Sayangnya, beberapa pemberitaan tidak memenuhi prinsip check and recheck sebagaimana tertuang dalam Pasal 3. Selain memicu stigma bagi mahasiswa yang bersangkutan, pemberitaan ini menimbulkan kebingungan dan memperkeruh situasi di tengah momen pemira. Lebih parah lagi, hak jawab dari pihak terkait tidak terlihat jelas dalam berita tersebut.

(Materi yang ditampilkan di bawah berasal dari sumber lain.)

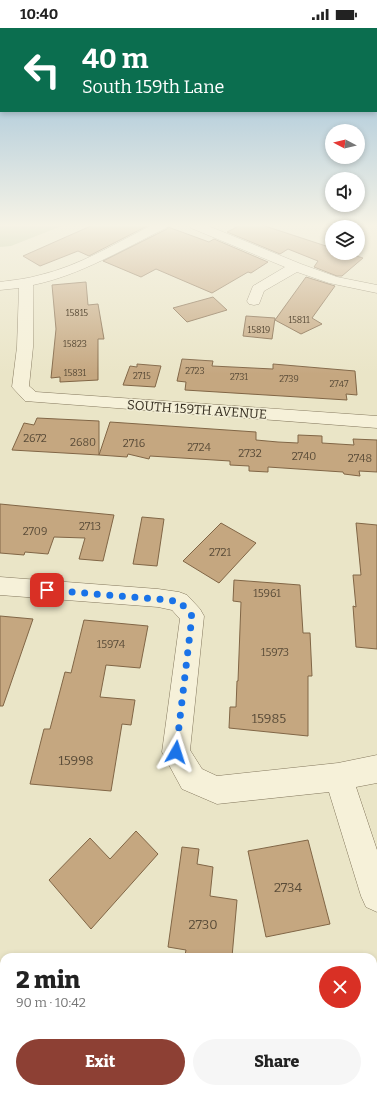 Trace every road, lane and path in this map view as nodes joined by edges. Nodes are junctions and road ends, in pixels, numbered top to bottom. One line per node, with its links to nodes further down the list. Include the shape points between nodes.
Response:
1 (50, 275): 4 (street)
2 (283, 275): 7 (street, via 258,289)
3 (319, 275): 6 (street)
4 (26, 282): 5 (street); 8 (street, SOUTH 159TH AVENUE, via 26,347 20,387 31,397)
5 (0, 286)
6 (377, 289)
7 (254, 301)
8 (377, 422)
9 (0, 586): 11 (street, via 158,598 180,602 192,616 176,752 192,779 217,790)
10 (377, 769): 11 (street)
11 (338, 777): 12 (street)
12 (377, 896) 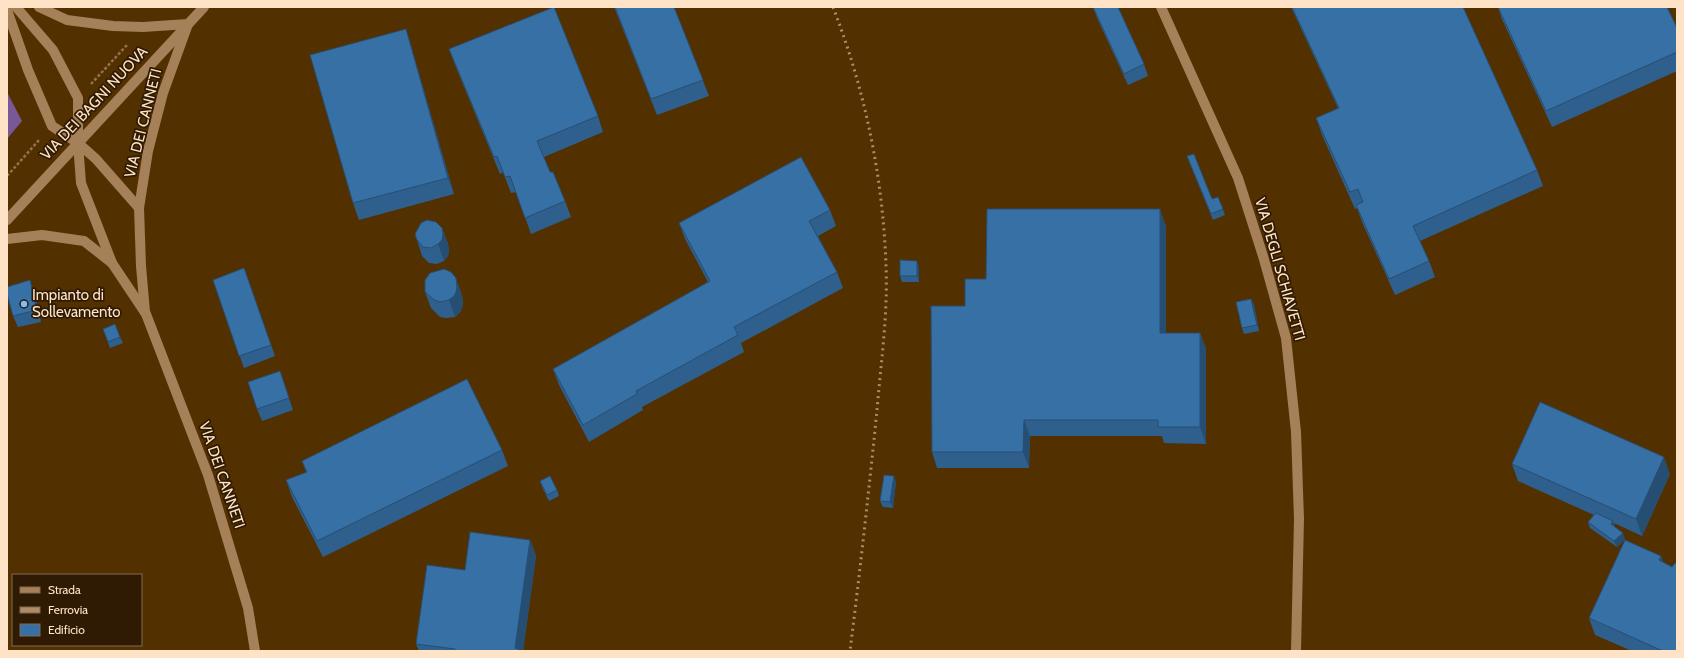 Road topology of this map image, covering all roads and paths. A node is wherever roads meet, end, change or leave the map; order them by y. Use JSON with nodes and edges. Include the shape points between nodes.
{"nodes":[{"id":1,"x":16,"y":7,"type":"edge"},
{"id":2,"x":39,"y":7,"type":"edge"},
{"id":3,"x":204,"y":7,"type":"edge"},
{"id":4,"x":1161,"y":7,"type":"edge"},
{"id":5,"x":7,"y":10,"type":"edge"},
{"id":6,"x":188,"y":24,"type":"junction"},
{"id":7,"x":78,"y":143,"type":"junction"},
{"id":8,"x":139,"y":208,"type":"junction"},
{"id":9,"x":7,"y":220,"type":"edge"},
{"id":10,"x":7,"y":239,"type":"edge"},
{"id":11,"x":112,"y":263,"type":"junction"},
{"id":12,"x":146,"y":314,"type":"junction"},
{"id":13,"x":255,"y":651,"type":"edge"},
{"id":14,"x":1296,"y":651,"type":"edge"}],
"edges":[{"from":1,"to":7,"type":"street","via":[[53,50],[78,98]]},
{"from":2,"to":6,"type":"street","via":[[67,20],[113,26],[143,28]]},
{"from":3,"to":6,"type":"street","name":"VIA DEI BAGNI NUOVA"},
{"from":4,"to":14,"type":"street","name":"VIA DEGLI SCHIAVETTI","via":[[1238,178],[1286,338],[1296,432],[1299,519]]},
{"from":5,"to":7,"type":"street","via":[[28,70],[52,126]]},
{"from":6,"to":7,"type":"street","name":"VIA DEI BAGNI NUOVA"},
{"from":6,"to":8,"type":"street","name":"VIA DEI CANNETI","via":[[163,93],[148,151]]},
{"from":7,"to":8,"type":"street","name":"VIA DEI CANNETI","via":[[96,158]]},
{"from":7,"to":9,"type":"street","name":"VIA DEI BAGNI NUOVA"},
{"from":7,"to":11,"type":"street","name":"VIA DEI CANNETI","via":[[81,183]]},
{"from":8,"to":12,"type":"street","name":"VIA DEI CANNETI"},
{"from":10,"to":11,"type":"street","name":"VIA DEI CANNETI","via":[[42,235],[84,240]]},
{"from":11,"to":12,"type":"street","name":"VIA DEI CANNETI"},
{"from":12,"to":13,"type":"street","name":"VIA DEI CANNETI","via":[[208,475],[248,608]]}]}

Lebih jauh, di balik Pemira ini ada peran buzzer timses yang tak kalah mencengangkan. Dalam pemilihan ketua BEM, timses sering lebih “berapi-api” dibandingkan kandidatnya. Fenomena ini membuat Pemira kampus layaknya panggung politik nasional versi lite, lengkap dengan black campaign dan transaksi jabatan. Mirisnya lagi, praktik nepotisme sering kali menyingkirkan prinsip meritokrasi dalam kepengurusan nantinya. Timses yang berjuang mati-matian di lapangan akan “dibalas” dengan jabatan strategis, bukan karena kemampuan, melainkan semata-mata demi kepentingan politik.
Kita bisa melihat bagaimana kampus menjadi miniatur politik nasional yang sama bobroknya. Polarisasi, transaksi jabatan, dan praktik manipulatif menjadi strategi yang lazim ditemukan. Bahkan mahasiswa baru (maba), yang seharusnya belajar mengenali fungsi demokrasi, malah menjadi sasaran empuk kampanye. Dengan janji-janji manis dan taktik sederhana, maba sering diarahkan untuk memberikan dukungan tanpa benar-benar memahami konsekuensi dari pilihan mereka.
Satu lagi ironi dari politik kampus terkait munculnya buzzer yang berperan layaknya buzzer partai. Tugas mereka menyebarkan narasi, membangun citra positif kandidat mereka, dan menyerang lawan dengan isu-isu negatif. Yang mengejutkan, ini semua dilakukan oleh mahasiswa yang seharusnya menjadi garda terdepan dalam menjunjung nilai-nilai akademik dan moral.
Jika dicermati lebih dalam, semua ini berakar pada lemahnya sistem Pemira itu sendiri dan minimnya edukasi politik di kalangan mahasiswa. Transparansi dan integritas dalam proses pemilihan sering diabaikan. Padahal, sebagai calon pemimpin masa depan, mahasiswa semestinya belajar menerapkan demokrasi yang sehat, beretika, dan profesional.
Mulailah dari sekarang, jadilah pemilih yang kritis dan aktif mengawasi jalannya proses pemilihan raya. Karena suara kita bukan hanya tentang siapa yang terpilih, tetapi tentang kualitas kepemimpinan yang kita perjuangkan.